Trustees for Alaska sued Interior Secretary Ryan Zinke, the Interior Department and the U.S. Fish and Wildlife Service in U.S. District Court, claiming their actions ran afoul of the Alaska National Interest Lands Conservation Act.

The group said in a statement that Zinke couldn’t sidestep required federal reviews of the land swap in the Izembek National Wildlife Refuge under ANILCA’s terms.

“If the bedrock laws designed to protect places like Izembek are progressively eroded, all of Alaska’s public lands are in jeopardy,” said David Raskin, president of Friends of Alaska National Wildlife Refuges. “These threats extend to all of our nation’s precious public lands and wild places.”

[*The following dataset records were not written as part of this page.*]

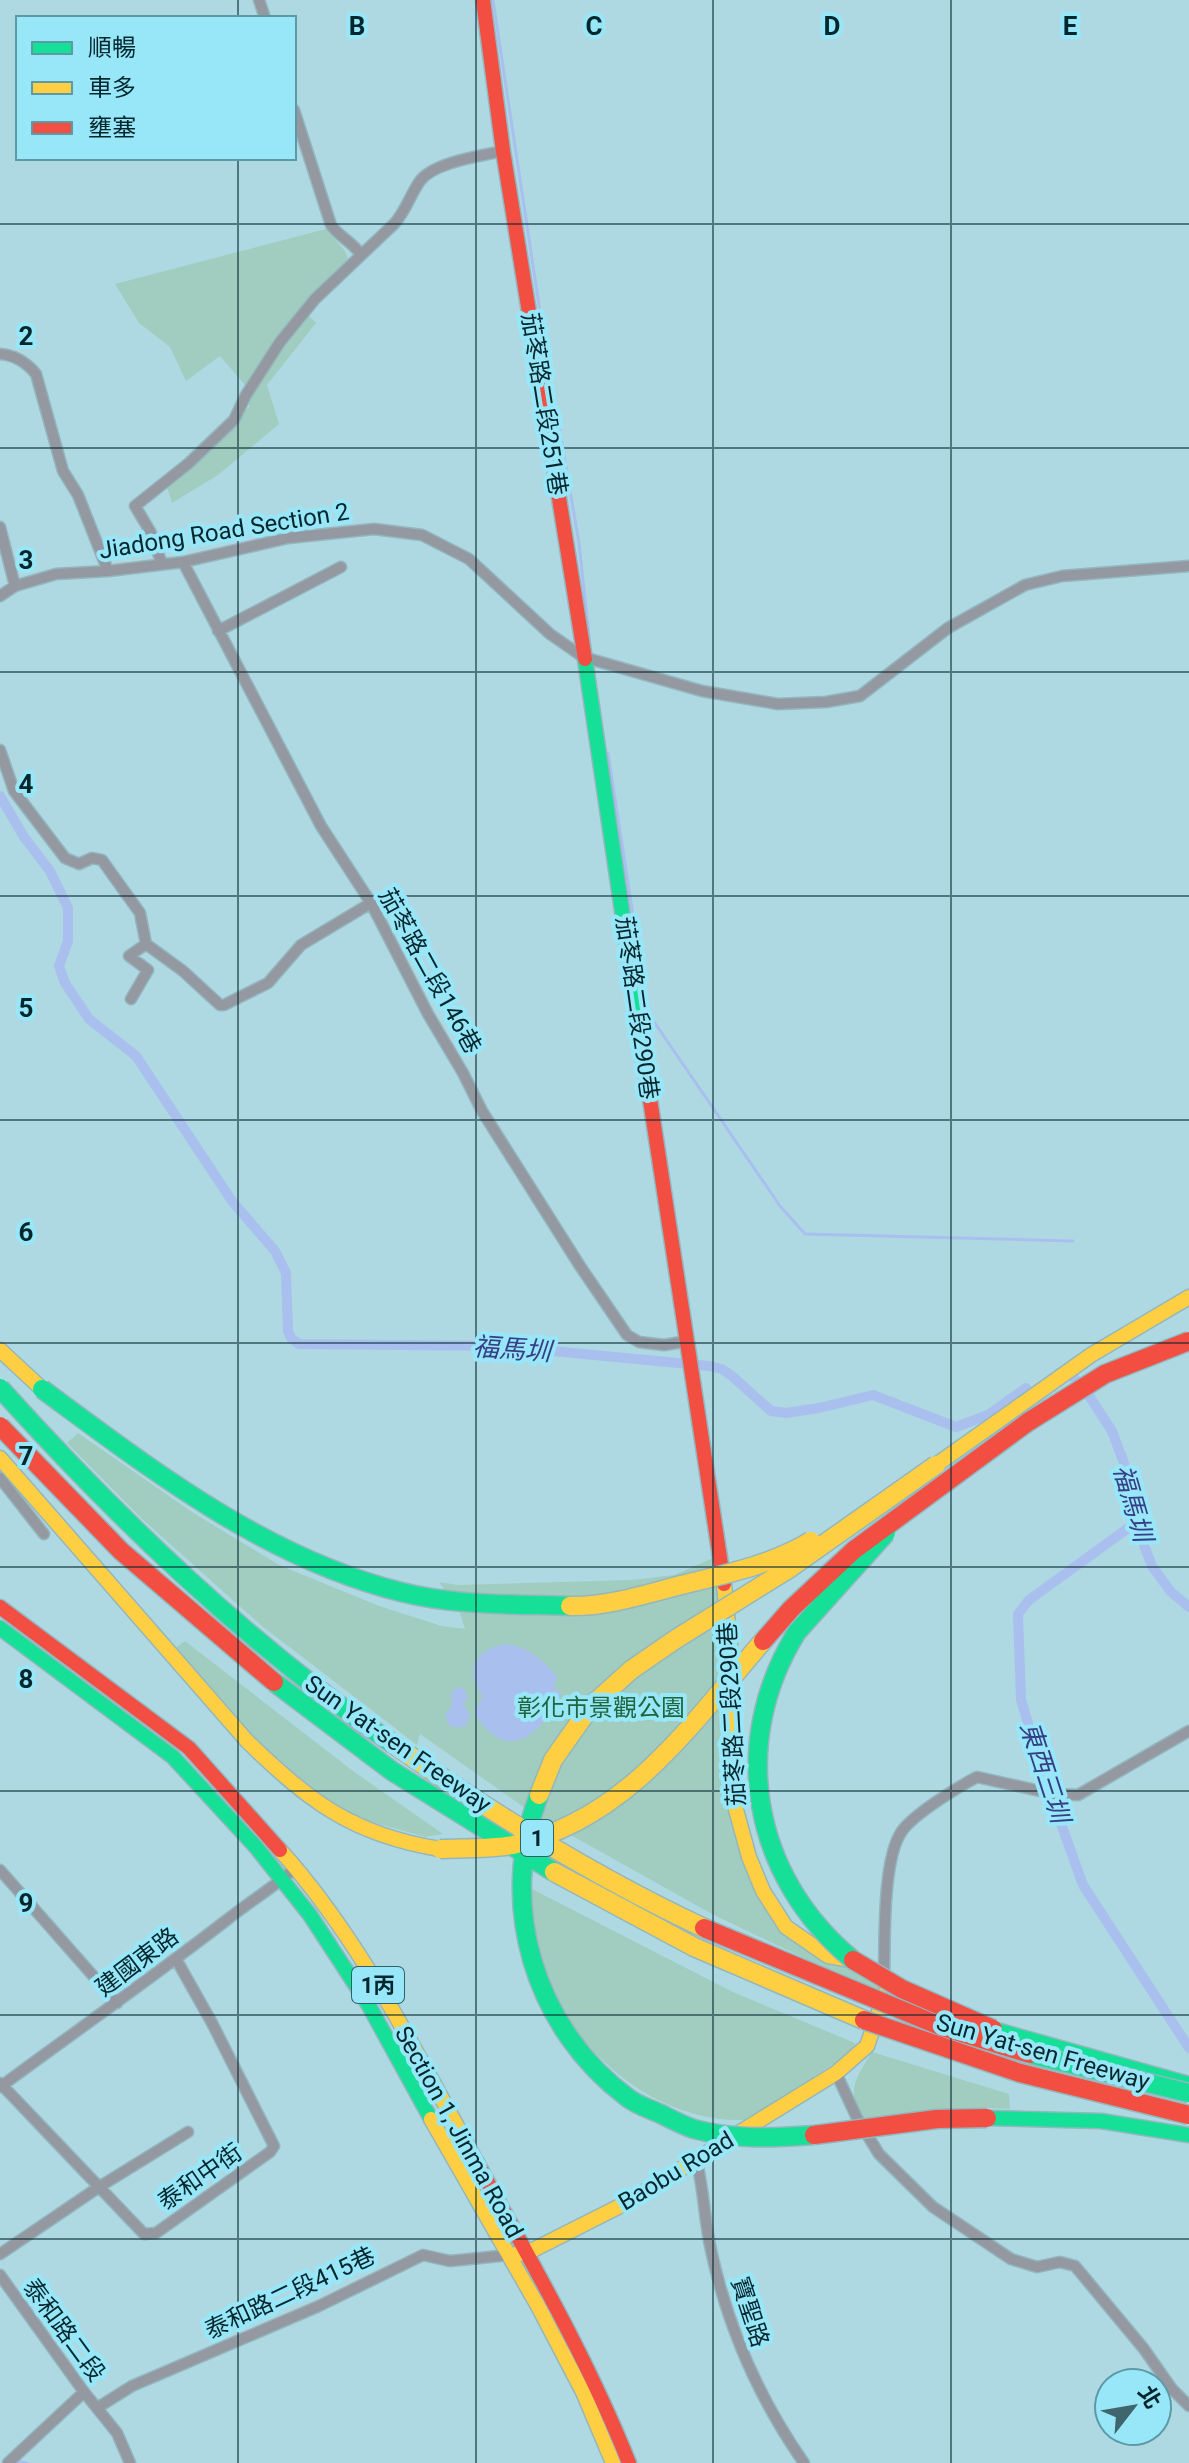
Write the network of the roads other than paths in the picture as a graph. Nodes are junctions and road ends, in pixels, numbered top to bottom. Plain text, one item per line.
1 (483, 0) edge
2 (296, 116) edge
3 (503, 151) junction
4 (361, 255) junction
5 (0, 354) edge
6 (0, 527) edge
7 (183, 562) junction
8 (162, 564) junction
9 (1189, 566) edge
10 (341, 567) dead end
11 (108, 571) junction
12 (15, 586) junction
13 (0, 596) edge
14 (218, 631) junction
15 (583, 657) junction
16 (0, 750) edge
17 (371, 903) junction
18 (146, 944) junction
19 (131, 999) dead end
20 (1189, 1290) edge
21 (1189, 1297) edge
22 (1169, 1307) junction
23 (1189, 1344) edge
24 (0, 1350) edge
25 (690, 1358) junction
26 (0, 1388) edge
27 (0, 1426) edge
28 (0, 1458) edge
29 (936, 1465) junction
30 (0, 1478) edge
31 (895, 1520) junction
32 (44, 1534) dead end
33 (0, 1607) edge
34 (0, 1628) edge
35 (1189, 1731) edge
36 (764, 1755) dead end
37 (0, 1870) edge
38 (289, 1873) junction
39 (176, 1959) junction
40 (859, 1962) junction
41 (886, 1980) junction
42 (117, 2003) junction
43 (836, 2073) junction
44 (1189, 2084) edge
45 (1, 2085) edge
46 (1189, 2093) edge
47 (1189, 2115) edge
48 (188, 2132) dead end
49 (1189, 2135) edge
50 (696, 2159) junction
51 (99, 2187) junction
52 (0, 2254) edge
53 (518, 2254) junction
54 (0, 2275) edge
55 (84, 2392) junction
56 (1189, 2406) edge
57 (97, 2408) junction
58 (11, 2460) edge
59 (130, 2463) edge
60 (613, 2463) edge
61 (629, 2463) edge
62 (804, 2463) edge

1 - 3 main road, 茄苳路二段251巷
2 - 4 street
3 - 4 street
3 - 15 main road, 茄苳路二段251巷
4 - 8 street
5 - 11 street
6 - 12 street
7 - 8 street, Jiadong Road Section 2
7 - 14 street, 茄苳路二段146巷
7 - 15 street, Jiadong Road Section 2
8 - 11 street, Jiadong Road Section 2
9 - 15 street, Jiadong Road Section 2
10 - 14 street
11 - 12 street, Jiadong Road Section 2
12 - 13 street, Jiadong Road Section 2
14 - 17 street, 茄苳路二段146巷
15 - 25 main road, 茄苳路二段290巷
16 - 18 street
17 - 18 street
17 - 25 street, 茄苳路二段146巷
18 - 19 street
20 - 22 main road
21 - 22 main road
22 - 29 main road
23 - 31 main road, bridge
24 - 29 main road, bridge
25 - 40 main road, 茄苳路二段290巷
26 - 46 main road, Sun Yat-sen Freeway / 1, bridge
27 - 47 main road, Sun Yat-sen Freeway / 1, bridge
28 - 31 main road, bridge
29 - 49 main road, bridge
30 - 32 street
31 - 44 main road, bridge
33 - 38 main road, Section 1, Jinma Road / 1丙
34 - 38 main road, Section 1, Jinma Road / 1丙
35 - 41 street
36 - 40 street
37 - 42 street
38 - 39 street, 建國東路
38 - 53 main road, Section 1, Jinma Road / 1丙
39 - 42 street, 建國東路
39 - 51 street, 泰和中街
40 - 41 main road, 茄苳路二段290巷
41 - 43 main road, Baobu Road
42 - 45 street, 建國東路
43 - 50 main road, Baobu Road
43 - 56 street
45 - 51 street, 泰和中街
48 - 51 street
50 - 53 main road, Baobu Road
50 - 62 street, 寶聖路
51 - 52 street
53 - 57 street, 泰和路二段415巷
53 - 60 main road, Section 1, Jinma Road / 1丙
53 - 61 main road, Section 1, Jinma Road / 1丙
54 - 55 street, 泰和路二段
55 - 57 street, 泰和路二段
55 - 58 street
57 - 59 street, 泰和路二段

Interior Department officials deferred a request for comment to the federal Justice Department, which didn't immediately respond Wednesday afternoon.

Zinke hosted an event last week in Washington, D.C., attended by Gov. Bill Walker, to formally announce an exchange of Izembek land for land owned by the King Cove Corp.

Walker questioned the lawsuit's objectives in a statement Wednesday afternoon.

“I am disappointed that anyone would continue to stand in the way of a simple gravel road that could save the lives of King Cove residents under the false premise that it somehow presents a grave threat to the wilderness areas and public lands that are part of what makes Alaska great," Walker said. "In conjunction with the Department of Law, my team is reviewing the lawsuit filed today to see how the state can protect our rights that are guaranteed in federal law.”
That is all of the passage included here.